Don’t think so, DB connections are global. Willing to be sat corrected if someone else wants to chime in.

You can, however, in your DB, give permissions that if you are using that connection (JDBC driver), they can only read/write to those tables, if that helps - don’t think it does because if User A on Project A wants to read/write DB B, if it’s a global connection as above they can go ahead and do so.

Matrix_Engineering · August 8, 2022, 4:51pm

tom.leijen · August 11, 2022, 10:12pm

If you are looking to push databases to their boundaries, have you considered using a cloud-based database service like Azure - they allow massive scaling, load balancing etc with less administration overhead than running on-prem DBs (cloud based servers handle backups and guarantee uptime and can be configured to scale automatically), you could then also take things even further by adding cloud based data analytics and presentation, possibly even AI systems (predictive maintenance for your plant etc).

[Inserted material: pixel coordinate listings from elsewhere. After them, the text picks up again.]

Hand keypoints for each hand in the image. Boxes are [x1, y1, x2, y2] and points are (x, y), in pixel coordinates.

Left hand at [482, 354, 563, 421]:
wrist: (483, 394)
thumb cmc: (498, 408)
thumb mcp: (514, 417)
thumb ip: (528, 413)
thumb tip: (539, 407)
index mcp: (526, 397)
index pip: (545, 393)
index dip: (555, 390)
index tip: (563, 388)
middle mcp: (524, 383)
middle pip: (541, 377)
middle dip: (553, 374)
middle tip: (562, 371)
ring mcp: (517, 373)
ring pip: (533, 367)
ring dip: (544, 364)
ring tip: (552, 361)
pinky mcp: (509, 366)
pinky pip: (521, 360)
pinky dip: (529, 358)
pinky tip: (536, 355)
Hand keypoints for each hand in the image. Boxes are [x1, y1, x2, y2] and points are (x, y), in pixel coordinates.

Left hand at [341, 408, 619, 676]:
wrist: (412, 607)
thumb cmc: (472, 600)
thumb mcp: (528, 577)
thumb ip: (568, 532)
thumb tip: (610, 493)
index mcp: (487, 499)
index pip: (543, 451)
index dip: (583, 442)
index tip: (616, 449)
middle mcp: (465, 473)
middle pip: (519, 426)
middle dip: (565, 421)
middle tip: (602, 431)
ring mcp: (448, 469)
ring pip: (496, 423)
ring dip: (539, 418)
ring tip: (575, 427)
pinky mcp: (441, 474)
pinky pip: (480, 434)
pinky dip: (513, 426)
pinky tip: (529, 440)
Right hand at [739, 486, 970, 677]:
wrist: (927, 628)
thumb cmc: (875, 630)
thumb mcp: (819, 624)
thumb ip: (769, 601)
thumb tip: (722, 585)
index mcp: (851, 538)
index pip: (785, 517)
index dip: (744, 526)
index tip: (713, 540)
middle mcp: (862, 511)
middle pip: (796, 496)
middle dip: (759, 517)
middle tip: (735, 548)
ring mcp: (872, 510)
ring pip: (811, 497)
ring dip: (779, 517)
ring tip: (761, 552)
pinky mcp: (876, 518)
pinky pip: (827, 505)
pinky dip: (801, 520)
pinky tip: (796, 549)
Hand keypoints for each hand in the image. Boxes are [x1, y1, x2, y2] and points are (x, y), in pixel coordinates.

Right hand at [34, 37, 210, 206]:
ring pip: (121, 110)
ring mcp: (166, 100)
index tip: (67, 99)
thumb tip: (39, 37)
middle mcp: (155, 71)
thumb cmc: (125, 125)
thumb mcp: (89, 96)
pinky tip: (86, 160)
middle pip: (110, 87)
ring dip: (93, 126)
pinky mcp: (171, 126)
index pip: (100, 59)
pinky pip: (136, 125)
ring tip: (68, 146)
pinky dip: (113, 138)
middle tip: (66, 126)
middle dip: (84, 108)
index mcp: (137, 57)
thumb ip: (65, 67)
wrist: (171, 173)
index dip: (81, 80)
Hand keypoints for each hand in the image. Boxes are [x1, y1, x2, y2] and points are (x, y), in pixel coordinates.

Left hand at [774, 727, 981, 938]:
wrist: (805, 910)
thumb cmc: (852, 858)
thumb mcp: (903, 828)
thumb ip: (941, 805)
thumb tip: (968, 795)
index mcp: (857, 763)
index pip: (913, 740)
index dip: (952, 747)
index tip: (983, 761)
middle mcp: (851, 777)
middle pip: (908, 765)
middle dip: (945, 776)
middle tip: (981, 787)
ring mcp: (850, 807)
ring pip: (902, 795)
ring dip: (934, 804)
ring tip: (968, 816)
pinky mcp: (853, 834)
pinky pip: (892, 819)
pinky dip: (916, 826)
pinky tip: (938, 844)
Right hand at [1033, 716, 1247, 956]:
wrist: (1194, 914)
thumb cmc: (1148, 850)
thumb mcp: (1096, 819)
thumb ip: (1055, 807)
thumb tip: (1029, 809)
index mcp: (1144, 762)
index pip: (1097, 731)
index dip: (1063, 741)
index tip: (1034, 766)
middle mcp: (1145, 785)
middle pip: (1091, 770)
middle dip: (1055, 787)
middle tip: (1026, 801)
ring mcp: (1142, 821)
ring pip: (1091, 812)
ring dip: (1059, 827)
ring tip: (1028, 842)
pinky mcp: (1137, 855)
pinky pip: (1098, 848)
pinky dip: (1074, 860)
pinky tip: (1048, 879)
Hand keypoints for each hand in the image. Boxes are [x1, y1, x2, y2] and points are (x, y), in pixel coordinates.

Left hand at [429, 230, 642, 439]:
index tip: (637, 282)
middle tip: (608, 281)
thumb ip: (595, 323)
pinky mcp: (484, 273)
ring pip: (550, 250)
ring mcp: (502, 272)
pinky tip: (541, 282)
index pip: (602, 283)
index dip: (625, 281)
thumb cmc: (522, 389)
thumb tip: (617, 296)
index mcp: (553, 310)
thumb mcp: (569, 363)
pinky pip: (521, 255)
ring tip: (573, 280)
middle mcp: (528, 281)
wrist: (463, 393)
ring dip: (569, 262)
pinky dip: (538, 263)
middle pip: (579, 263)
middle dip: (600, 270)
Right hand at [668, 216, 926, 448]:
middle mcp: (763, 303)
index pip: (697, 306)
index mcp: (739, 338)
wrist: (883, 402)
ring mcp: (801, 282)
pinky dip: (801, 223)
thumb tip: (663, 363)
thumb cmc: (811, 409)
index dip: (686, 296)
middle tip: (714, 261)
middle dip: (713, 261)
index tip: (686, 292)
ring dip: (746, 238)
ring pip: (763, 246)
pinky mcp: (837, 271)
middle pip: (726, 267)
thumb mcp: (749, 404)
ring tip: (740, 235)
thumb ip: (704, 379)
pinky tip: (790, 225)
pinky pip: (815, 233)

If your budget doesn’t allow for the level of cost associated with a cloud-based database, I would suggest running two separate database servers (on different VMs or different hardware), one to push the limits of and another to use more conservatively.
As already mentioned in this thread, there is a LOT to be gained from setting up your DB structure right and writing efficient queries. Think about things like, how much detail is an operator really needing to visualise and how often would this need to be refreshed, how quickly does your data really change, what level of precision in data do you need to capture etc etc.
For example:

Temperature data is slow to change, rather than querying your database every 100ms, or for every 0.1 degree change, you could take an average every 5 minutes and only query the database every 5 minutes to insert the data.
When you have a graphic on a page to show some data from your database, you only need to refresh it when someone is looking at it, you could write some scripts to only query the database when the graphic is visible, or caching data by running a query that appends to a local dataset object, so that you only ever query new data rather than continuously querying the full dataset from the database.